[Stored items]
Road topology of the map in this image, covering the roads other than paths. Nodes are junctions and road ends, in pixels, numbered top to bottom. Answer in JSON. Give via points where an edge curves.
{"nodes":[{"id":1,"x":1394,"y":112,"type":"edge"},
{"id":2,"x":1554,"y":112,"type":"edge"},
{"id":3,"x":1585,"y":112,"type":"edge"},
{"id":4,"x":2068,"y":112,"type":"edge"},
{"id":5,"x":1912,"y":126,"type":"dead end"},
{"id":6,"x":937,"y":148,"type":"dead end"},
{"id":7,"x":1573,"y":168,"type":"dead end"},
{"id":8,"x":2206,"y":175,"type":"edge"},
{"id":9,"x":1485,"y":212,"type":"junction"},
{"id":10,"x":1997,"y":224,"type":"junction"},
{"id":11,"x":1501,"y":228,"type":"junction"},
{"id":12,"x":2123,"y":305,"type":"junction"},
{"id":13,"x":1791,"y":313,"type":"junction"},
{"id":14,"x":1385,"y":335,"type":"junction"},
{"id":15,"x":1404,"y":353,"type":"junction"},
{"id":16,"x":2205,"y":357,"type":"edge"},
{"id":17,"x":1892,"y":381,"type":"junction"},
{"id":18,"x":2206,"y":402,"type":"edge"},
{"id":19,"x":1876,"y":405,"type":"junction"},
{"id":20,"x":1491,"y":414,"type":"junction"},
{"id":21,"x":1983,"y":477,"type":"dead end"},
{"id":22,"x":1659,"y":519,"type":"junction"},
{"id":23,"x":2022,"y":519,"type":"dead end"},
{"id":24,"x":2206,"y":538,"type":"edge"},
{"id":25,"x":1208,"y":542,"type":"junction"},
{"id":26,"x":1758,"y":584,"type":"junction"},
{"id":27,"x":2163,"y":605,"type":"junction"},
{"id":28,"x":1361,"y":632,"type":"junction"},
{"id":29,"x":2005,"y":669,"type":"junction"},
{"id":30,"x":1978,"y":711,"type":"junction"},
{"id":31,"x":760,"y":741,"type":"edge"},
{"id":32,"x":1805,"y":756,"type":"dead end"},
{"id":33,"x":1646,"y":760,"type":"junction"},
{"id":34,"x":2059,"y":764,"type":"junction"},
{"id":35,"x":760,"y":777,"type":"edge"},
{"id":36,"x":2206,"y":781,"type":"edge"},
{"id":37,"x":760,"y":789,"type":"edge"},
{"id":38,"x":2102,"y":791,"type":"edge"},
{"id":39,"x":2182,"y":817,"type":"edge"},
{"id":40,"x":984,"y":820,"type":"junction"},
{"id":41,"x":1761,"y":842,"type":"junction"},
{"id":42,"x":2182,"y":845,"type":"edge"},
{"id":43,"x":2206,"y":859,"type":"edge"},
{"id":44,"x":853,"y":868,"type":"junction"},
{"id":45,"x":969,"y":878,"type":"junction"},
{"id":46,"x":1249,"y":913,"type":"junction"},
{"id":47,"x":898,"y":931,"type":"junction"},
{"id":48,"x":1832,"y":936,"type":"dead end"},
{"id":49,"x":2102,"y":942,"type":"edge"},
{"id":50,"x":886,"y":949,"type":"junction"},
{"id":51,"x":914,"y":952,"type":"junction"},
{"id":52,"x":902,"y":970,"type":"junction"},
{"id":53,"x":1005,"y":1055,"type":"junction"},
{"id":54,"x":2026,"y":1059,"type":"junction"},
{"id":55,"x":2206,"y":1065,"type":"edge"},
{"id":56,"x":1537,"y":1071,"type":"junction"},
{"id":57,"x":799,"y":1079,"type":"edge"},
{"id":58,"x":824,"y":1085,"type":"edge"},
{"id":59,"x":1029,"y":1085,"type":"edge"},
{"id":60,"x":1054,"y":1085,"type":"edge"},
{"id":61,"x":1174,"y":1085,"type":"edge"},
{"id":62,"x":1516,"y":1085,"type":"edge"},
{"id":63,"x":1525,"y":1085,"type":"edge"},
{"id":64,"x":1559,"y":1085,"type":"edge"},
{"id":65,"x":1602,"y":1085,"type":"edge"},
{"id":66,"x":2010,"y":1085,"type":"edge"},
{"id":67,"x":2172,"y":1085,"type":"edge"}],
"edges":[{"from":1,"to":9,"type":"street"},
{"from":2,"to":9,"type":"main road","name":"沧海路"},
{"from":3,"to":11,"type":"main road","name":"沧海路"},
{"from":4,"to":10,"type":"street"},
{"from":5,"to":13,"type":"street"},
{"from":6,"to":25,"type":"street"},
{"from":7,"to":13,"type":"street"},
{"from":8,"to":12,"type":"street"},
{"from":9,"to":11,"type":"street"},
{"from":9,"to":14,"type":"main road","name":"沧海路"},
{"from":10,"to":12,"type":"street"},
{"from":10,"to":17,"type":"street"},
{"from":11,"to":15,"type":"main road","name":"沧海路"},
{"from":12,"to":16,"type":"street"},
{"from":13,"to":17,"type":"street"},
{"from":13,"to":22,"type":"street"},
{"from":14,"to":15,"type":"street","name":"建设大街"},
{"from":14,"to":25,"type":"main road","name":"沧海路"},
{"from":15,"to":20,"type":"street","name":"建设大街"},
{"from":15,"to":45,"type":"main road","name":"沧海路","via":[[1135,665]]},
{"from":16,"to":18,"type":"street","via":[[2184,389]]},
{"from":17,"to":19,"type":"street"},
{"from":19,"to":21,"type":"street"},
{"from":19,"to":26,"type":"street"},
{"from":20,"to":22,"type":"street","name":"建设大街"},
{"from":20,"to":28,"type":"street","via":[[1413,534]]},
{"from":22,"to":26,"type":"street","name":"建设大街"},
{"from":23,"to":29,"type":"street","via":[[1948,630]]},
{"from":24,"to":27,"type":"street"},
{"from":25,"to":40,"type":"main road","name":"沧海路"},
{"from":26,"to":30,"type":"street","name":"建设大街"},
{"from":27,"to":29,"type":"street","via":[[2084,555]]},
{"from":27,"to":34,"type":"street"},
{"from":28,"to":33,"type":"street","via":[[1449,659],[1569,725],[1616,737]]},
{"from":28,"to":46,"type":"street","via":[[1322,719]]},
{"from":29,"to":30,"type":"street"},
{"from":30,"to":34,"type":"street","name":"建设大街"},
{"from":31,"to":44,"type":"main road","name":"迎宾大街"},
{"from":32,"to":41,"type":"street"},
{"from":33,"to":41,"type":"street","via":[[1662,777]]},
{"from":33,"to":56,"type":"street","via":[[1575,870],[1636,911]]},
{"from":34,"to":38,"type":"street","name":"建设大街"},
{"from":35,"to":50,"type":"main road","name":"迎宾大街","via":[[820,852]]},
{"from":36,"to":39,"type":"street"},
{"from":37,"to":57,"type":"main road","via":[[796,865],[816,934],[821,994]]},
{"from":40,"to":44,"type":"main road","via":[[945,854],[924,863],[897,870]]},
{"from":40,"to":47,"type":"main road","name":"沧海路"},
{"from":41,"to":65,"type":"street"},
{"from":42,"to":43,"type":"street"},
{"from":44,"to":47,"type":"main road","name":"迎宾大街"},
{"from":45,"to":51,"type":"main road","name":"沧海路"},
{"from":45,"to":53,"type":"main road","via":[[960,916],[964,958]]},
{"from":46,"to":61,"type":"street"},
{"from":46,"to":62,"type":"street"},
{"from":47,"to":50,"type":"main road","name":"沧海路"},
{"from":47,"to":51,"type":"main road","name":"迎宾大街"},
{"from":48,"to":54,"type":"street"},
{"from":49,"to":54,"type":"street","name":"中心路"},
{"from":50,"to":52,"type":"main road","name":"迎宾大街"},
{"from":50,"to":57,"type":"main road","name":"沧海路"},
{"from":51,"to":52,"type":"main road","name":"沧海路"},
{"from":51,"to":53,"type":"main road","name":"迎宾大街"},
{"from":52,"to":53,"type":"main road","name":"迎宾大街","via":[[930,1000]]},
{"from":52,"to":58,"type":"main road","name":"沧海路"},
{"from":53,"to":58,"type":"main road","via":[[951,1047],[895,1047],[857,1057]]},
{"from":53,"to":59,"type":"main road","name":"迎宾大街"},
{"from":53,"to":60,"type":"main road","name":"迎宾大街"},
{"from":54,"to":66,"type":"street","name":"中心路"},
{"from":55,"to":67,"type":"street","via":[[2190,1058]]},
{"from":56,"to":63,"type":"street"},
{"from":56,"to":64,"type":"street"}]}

What is expected: Search the records for the string "dead" and report each line that has it.

Answer section:
{"id":5,"x":1912,"y":126,"type":"dead end"},
{"id":6,"x":937,"y":148,"type":"dead end"},
{"id":7,"x":1573,"y":168,"type":"dead end"},
{"id":21,"x":1983,"y":477,"type":"dead end"},
{"id":23,"x":2022,"y":519,"type":"dead end"},
{"id":32,"x":1805,"y":756,"type":"dead end"},
{"id":48,"x":1832,"y":936,"type":"dead end"},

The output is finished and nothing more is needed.